O mercado de trabalho para o jovem contemporâneo: desafios e oportunidades
Enviada em 24/07/2020
De acordo com o sociólogo Karl Marx, as relações socioeconômicas são determinadas pela evolução dos modelos de produção. Sob essa perspectiva, as constantes transformações tecnológicas e científicas proporcionaram mudanças significativas no cenário corporativo hodierno, o que tornou as interações entre os indivíduos mais complexas. Com efeito, é mister analisar os impactos desse fenômeno no mercado de trabalho para os jovens contemporâneos, bem como os desafios e as oportunidades que essa geração enfrenta no Brasil.
A princípio, é imperativo pontuar que a ascensão da Indústria 4.0, no século XXI, possibilitou o uso da robótica no ambiente laboral. Dessa maneira, a “robotização” no trabalho tem aumentado as exigências profissionais para a inserção dos indivíduos no mercado, o que demanda um grau elevado de mão de obra qualificada. No entanto, tal demanda contrasta com as condições socioeconômicas proporcionadas por países subdesenvolvidos, em que o nível educacional carece de uma infraestrutura qualitativa de preparo técnico. Isso comprova-se por meio de pesquisas do Instituto Brasileiro de Geografia e Estatística (IBGE), que afirmam a ausência de qualificação de trabalhadores no Brasil. Assim, faz-se mister a existência políticas públicas efetivas para reverter essa conjuntura alarmante.

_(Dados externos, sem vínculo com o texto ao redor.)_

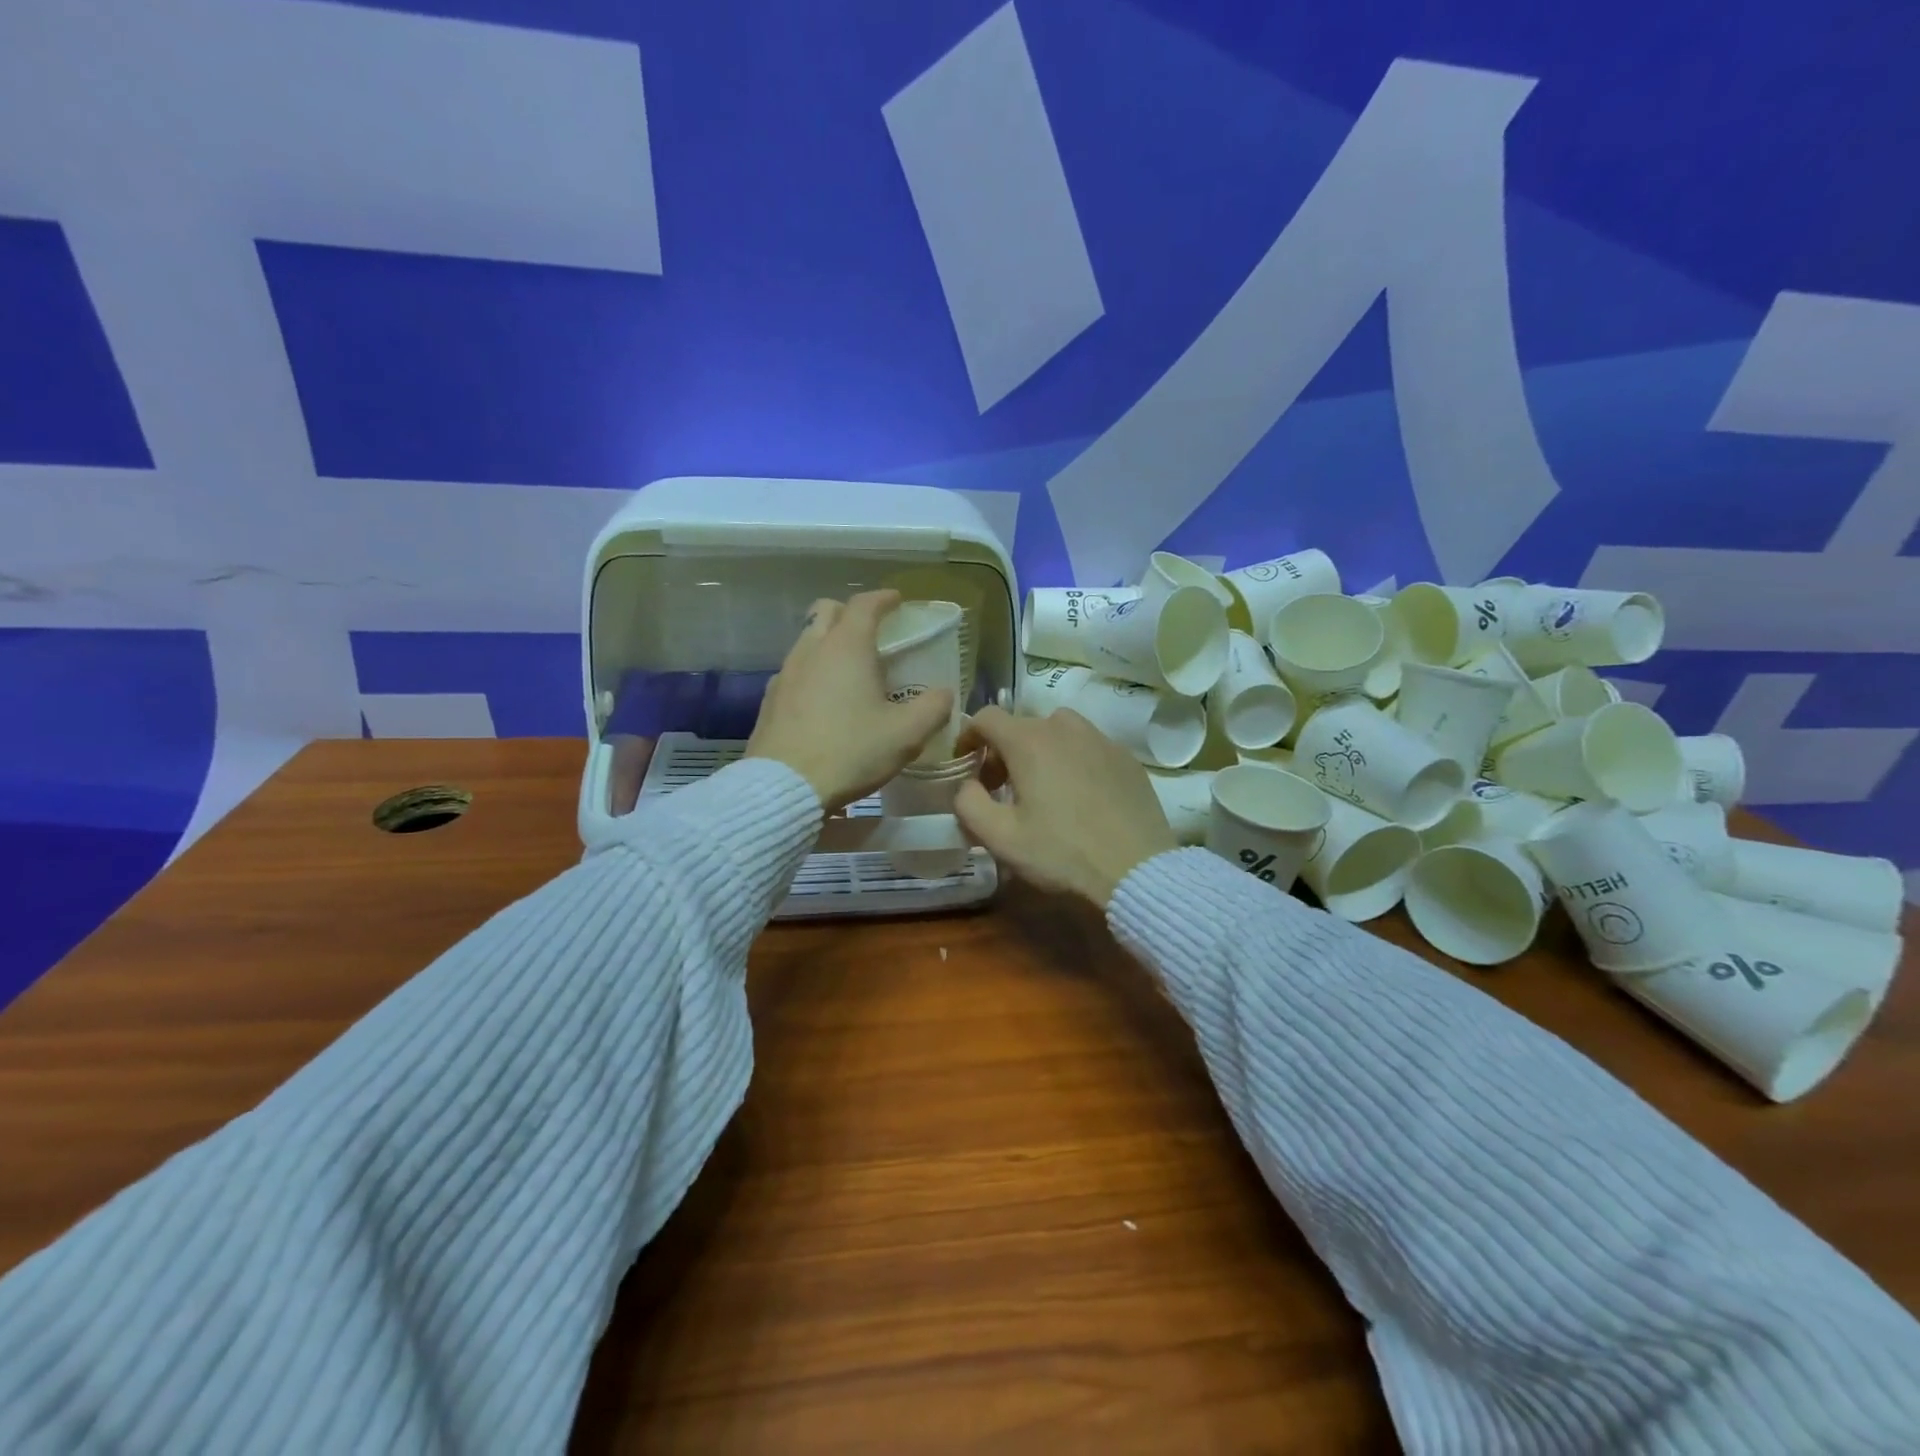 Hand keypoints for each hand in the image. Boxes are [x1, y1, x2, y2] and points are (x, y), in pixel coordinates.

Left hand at [745, 590, 955, 811]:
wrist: (783, 787)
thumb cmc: (850, 752)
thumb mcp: (906, 734)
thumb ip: (933, 708)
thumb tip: (945, 693)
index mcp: (847, 647)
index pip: (865, 605)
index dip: (884, 599)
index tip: (897, 601)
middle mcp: (812, 649)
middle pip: (827, 611)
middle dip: (850, 613)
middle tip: (872, 632)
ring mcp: (785, 673)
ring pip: (807, 640)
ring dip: (829, 643)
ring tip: (850, 669)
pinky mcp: (769, 700)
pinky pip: (795, 671)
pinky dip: (812, 671)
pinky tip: (824, 700)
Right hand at [954, 706, 1177, 907]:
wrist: (1136, 870)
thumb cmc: (1061, 853)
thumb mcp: (1000, 837)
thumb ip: (968, 803)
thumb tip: (966, 785)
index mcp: (1028, 741)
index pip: (986, 717)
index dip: (968, 736)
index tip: (965, 764)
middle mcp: (1064, 728)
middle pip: (1022, 725)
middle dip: (1002, 751)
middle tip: (1000, 788)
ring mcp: (1100, 739)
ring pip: (1058, 730)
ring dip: (1040, 750)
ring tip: (1042, 786)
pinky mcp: (1126, 758)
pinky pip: (1089, 746)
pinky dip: (1073, 760)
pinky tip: (1080, 795)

Outrossim, é válido averiguar que, de acordo com dados do IBGE, a taxa de desemprego no Brasil subiu para 12,4 %, no segundo semestre de 2020. Essa realidade caótica indica um desafio de ordem estrutural, que prejudica as perspectivas empregatícias da população mais jovem do país. Tal fator é atribuído, sobretudo, ao descaso do Poder Público no que tange a uma articulação eficaz de políticas de amparo social e de crescimento econômico, em um quadro de inovações sistêmicas. Segundo o filósofo inglês Bertrand Russell, a mudança é indubitável, porém o progresso é uma questão controversa. Logo, a partir dessa paráfrase, infere-se a substancialidade de uma atuação mais promissora do Estado , a fim de contornar a problemática em voga.
Em síntese, a observação crítica dos fatos mencionados reflete a urgência de concretizar ações para mitigar o panorama trabalhista vigente. Portanto, cabe ao Ministério da Educação (MEC), mediante verbas governamentais, investir de forma mais ampla em unidades educativas de Ensino Técnico em municípios carentes, com o fito de aumentar os níveis de instrução e de mão de obra qualificada em todo o território brasileiro. Ademais, compete ao Governo Federal, por meio de parcerias público-privadas, instaurar um programa nacional voltado para o crescimento econômico, a partir de redução tributária e subsídios ao setor privado, com o objetivo de aumentar os postos de trabalho e reduzir o desemprego no Brasil. Desse modo, atenuar-se-á os desafios laborais hodiernos.